We’re definitely in the same curious predicament, but unlike me, Trevor’s not at all concerned with blending in. In fact, he’s determined to stand out. “Whaddup, douche bags and douche baguettes?” he hollers at the crowd. I’m mortified and fascinated at the same time. A few passing revelers chuckle, but most ignore him. A blond lady rolls her eyes as if she’s being hit on for like the four hundredth time tonight. “Why so serious?” Trevor yells into the sky. I found the one other being like me in the universe and he is a total jackass.

Trevor turns to me, his face suddenly sharp, and says: “It’s time. Let’s go.” His glare is penetrating and reveals nothing. A total blank.

We move quickly, with purpose. He either already knows I’m extraordinarily agile, or he didn’t even notice the cane. I’m dodging a hodgepodge of hipsters and homeless rich kids, keeping my eyes on Trevor’s paisley cap bobbing up ahead. He’s still laughing and calling people douche bags, and I have no idea whether I’m giving chase or being led into a trap. Or both.

“What’s your name, man?” I slur, playing up the rum on my breath.

He eyes me and then says, “Trevor.”

“Carlos,” I say, and I realize with a start that he’s probably reading right through my every move just like I’m trying to read through each of his. The shock of this makes me feel momentarily naked; I quickly gather myself and cobble back the wall of deceit.

I have never dealt with someone like me before.

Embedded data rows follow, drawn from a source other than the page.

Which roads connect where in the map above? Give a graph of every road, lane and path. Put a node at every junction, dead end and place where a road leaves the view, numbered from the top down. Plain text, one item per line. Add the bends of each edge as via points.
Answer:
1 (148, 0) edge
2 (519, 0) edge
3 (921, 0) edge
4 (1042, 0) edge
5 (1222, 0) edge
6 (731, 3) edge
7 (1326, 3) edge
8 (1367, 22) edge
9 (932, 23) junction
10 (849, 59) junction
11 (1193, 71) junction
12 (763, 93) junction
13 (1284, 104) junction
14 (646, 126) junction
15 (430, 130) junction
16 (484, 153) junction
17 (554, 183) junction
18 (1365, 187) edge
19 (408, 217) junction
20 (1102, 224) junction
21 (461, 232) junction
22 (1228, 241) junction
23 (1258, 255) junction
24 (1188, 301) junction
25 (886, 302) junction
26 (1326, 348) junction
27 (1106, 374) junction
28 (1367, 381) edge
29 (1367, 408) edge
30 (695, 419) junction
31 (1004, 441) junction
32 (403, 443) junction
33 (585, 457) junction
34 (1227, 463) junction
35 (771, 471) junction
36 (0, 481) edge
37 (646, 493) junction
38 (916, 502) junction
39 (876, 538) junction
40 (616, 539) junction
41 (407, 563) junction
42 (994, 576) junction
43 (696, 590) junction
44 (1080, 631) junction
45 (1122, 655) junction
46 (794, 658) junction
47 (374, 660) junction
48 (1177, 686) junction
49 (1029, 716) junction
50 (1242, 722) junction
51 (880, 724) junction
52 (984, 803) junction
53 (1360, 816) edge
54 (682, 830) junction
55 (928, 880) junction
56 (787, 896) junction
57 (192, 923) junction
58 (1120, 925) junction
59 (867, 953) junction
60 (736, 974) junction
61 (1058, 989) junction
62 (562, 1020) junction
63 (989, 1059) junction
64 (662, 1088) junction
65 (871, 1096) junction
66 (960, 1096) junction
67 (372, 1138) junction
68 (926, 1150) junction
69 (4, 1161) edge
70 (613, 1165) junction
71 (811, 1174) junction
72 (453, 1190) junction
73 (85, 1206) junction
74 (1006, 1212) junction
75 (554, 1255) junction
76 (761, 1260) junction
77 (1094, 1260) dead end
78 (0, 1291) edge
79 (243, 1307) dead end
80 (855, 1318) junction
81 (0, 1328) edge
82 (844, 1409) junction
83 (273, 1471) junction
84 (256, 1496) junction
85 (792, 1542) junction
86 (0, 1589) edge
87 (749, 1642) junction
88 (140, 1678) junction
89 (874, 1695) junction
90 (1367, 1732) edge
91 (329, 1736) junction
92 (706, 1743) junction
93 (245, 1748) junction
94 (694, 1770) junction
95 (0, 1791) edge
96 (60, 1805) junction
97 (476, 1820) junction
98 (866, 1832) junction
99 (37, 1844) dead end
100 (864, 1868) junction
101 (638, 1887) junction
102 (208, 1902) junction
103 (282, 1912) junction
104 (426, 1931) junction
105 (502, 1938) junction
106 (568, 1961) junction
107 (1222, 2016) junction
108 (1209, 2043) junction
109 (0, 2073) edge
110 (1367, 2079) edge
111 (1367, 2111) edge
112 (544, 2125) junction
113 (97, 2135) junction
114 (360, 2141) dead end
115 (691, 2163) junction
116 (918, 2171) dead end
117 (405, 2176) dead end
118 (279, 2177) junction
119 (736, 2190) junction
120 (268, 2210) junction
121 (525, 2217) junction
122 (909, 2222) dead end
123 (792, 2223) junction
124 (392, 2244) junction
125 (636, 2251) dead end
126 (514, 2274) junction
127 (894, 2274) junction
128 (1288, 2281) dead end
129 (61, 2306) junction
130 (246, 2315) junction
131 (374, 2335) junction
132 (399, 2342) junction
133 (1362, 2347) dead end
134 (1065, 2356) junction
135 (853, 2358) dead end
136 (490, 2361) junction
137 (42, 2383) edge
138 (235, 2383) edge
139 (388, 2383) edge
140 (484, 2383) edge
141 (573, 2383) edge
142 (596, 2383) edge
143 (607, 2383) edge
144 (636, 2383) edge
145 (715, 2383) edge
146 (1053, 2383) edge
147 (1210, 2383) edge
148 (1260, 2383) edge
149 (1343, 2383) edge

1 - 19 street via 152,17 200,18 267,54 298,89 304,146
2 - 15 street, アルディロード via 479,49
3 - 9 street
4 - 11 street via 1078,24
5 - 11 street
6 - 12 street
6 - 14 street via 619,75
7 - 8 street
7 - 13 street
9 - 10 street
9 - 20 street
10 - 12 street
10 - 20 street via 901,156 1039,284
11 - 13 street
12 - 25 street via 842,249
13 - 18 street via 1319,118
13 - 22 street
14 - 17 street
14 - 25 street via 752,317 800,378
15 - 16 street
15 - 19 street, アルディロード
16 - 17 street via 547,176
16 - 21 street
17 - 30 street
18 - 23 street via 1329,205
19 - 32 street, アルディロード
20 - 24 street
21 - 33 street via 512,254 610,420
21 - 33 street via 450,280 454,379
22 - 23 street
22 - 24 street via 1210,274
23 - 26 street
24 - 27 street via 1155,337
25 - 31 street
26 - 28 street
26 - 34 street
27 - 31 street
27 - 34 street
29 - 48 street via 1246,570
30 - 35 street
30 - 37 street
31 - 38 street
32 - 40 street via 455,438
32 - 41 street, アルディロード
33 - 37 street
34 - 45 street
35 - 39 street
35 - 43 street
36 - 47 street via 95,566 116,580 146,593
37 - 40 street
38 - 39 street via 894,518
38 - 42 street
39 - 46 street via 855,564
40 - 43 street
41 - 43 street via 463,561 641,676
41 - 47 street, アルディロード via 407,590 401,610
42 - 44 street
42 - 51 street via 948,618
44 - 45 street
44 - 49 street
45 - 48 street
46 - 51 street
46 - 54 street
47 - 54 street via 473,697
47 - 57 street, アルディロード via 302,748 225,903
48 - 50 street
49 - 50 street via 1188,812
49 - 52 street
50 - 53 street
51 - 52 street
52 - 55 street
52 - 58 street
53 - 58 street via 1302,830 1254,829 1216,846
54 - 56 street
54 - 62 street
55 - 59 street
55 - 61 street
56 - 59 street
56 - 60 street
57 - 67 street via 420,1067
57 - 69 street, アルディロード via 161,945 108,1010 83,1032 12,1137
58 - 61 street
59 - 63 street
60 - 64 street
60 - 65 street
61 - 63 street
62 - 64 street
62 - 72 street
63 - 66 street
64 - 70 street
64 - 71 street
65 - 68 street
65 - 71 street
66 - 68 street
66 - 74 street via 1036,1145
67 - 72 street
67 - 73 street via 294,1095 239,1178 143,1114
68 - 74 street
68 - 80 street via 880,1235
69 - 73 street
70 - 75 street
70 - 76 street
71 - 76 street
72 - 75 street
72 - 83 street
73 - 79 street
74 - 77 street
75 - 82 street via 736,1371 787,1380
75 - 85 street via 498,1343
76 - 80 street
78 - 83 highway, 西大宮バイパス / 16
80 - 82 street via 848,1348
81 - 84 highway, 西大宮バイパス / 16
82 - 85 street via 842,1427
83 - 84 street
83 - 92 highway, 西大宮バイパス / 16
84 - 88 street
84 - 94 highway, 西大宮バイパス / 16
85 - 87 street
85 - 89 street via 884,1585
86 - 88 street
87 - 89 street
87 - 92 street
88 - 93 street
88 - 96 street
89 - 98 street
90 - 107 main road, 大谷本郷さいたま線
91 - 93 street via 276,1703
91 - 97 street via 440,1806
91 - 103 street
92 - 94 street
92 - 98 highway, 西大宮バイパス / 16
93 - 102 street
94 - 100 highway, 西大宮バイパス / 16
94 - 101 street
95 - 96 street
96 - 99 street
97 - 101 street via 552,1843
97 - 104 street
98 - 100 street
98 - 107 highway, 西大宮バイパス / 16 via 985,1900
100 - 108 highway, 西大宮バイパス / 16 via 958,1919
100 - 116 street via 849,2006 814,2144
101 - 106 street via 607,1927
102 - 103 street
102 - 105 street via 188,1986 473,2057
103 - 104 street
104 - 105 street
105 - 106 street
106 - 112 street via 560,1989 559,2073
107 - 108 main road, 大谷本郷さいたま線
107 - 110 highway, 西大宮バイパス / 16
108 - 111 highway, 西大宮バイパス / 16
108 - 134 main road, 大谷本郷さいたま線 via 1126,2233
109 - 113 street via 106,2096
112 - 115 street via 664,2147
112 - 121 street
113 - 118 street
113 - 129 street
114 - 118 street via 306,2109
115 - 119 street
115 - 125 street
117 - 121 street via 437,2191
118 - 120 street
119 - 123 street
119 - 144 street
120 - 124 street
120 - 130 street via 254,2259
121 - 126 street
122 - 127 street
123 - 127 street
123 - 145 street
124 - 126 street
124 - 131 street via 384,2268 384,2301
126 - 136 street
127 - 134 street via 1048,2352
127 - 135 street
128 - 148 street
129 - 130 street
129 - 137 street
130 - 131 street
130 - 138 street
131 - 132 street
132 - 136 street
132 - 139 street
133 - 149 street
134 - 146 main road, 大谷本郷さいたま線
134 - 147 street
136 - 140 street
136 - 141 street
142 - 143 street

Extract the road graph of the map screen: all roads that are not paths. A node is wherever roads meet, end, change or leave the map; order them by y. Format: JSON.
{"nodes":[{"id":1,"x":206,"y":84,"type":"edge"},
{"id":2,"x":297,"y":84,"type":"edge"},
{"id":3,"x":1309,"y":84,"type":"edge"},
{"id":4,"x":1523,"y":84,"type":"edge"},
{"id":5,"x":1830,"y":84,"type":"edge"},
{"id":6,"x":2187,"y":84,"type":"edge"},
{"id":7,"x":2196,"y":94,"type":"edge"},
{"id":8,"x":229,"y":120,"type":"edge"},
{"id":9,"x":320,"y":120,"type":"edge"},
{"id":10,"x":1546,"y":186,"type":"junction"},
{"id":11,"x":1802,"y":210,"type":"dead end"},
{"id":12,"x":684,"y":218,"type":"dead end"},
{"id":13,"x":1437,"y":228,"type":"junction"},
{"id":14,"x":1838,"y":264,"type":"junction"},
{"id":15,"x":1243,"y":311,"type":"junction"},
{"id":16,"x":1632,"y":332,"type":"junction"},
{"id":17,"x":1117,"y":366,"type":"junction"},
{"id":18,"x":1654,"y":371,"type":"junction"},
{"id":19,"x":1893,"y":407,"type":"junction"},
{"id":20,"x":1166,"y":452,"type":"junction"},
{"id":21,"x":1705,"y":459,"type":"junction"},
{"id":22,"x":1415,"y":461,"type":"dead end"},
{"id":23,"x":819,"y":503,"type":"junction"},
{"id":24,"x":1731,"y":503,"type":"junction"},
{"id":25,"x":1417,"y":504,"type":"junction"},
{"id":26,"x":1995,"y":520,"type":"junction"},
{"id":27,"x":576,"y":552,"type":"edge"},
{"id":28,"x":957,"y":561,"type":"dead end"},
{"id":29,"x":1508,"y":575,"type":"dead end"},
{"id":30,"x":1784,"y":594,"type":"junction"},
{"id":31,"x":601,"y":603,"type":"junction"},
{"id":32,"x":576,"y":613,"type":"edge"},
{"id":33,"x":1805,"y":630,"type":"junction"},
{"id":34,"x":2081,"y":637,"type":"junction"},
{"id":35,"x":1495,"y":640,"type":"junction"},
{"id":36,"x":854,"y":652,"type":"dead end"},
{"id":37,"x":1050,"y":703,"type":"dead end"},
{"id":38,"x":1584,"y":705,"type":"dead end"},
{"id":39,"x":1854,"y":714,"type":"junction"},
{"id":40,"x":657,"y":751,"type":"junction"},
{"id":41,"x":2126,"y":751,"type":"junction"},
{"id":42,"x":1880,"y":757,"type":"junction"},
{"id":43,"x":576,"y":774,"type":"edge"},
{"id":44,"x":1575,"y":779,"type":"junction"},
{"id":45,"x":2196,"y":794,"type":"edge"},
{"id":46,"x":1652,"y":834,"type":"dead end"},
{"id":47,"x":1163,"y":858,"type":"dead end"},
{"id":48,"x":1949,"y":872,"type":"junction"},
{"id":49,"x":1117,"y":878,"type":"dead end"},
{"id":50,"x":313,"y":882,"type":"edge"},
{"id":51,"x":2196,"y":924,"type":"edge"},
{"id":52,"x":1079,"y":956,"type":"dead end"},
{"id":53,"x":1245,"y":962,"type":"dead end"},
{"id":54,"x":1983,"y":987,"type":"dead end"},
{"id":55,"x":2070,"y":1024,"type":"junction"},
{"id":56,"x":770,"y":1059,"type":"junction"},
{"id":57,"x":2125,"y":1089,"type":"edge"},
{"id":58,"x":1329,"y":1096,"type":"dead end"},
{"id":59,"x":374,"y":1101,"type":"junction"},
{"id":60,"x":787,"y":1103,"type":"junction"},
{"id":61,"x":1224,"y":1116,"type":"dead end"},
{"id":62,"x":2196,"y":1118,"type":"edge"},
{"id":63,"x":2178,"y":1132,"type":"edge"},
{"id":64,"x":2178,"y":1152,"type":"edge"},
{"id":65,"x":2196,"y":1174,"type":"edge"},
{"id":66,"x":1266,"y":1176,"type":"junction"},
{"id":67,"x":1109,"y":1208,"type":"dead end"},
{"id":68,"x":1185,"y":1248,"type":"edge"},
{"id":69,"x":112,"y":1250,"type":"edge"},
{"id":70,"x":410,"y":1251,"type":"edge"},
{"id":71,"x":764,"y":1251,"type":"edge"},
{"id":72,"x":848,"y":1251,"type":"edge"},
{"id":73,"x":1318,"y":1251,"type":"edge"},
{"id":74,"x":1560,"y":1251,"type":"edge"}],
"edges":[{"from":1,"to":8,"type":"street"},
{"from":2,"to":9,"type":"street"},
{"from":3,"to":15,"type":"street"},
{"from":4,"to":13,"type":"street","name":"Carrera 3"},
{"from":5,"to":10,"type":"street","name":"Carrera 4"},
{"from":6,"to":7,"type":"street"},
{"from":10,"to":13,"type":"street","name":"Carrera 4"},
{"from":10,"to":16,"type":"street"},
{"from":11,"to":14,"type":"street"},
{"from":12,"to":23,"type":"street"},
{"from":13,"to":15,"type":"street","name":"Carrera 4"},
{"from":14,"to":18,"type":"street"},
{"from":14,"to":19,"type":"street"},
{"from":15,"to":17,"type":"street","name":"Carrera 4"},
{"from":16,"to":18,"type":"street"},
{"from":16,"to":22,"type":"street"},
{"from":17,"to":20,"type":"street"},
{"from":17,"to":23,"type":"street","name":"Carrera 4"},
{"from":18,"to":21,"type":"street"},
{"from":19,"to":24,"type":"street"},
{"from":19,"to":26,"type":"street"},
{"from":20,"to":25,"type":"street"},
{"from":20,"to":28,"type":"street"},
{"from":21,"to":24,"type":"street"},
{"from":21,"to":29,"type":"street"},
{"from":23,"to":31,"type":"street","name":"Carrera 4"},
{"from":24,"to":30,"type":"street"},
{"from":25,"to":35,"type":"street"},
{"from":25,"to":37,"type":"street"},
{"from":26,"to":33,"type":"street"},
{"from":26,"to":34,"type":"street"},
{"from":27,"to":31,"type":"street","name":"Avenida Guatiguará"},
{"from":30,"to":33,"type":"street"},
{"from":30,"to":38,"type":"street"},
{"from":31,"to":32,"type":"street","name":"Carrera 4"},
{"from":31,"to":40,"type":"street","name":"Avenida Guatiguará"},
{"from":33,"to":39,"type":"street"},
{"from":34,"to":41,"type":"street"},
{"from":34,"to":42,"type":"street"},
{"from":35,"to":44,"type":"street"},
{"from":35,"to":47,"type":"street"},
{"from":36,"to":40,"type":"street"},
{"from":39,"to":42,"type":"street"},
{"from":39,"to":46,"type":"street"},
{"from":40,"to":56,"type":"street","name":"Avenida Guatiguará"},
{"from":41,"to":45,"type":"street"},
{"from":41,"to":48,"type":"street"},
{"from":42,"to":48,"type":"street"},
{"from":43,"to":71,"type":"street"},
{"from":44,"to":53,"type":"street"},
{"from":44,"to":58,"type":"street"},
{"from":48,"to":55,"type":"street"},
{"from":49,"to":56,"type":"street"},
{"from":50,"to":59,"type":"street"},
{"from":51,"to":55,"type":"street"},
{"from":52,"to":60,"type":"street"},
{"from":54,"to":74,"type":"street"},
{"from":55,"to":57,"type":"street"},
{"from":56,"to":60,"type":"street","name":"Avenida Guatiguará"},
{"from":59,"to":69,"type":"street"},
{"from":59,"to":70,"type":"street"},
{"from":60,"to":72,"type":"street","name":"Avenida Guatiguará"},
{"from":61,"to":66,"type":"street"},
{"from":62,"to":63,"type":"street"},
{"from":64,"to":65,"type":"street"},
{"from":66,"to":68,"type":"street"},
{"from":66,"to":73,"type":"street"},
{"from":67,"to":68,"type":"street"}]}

“Why so serious?” Trevor says again, this time at me. He’s still laughing.

“Not at all,” I say. Then I swig from my flask and he swigs from his.

He’s meeting someone. The realization comes clear like a whisper inside my head, and I can’t help but wonder if the same voice is murmuring he’s onto you in his.

We break from the crowd, cut a sharp right on Third Street, and end up beneath an ancient willow tree leaning out of Prospect Park. The wide avenue is deserted except for a few loping stragglers from the party on Seventh. It’s a cool night. The light rain isn’t falling so much as hovering in the air around us in a teasing little cumulus.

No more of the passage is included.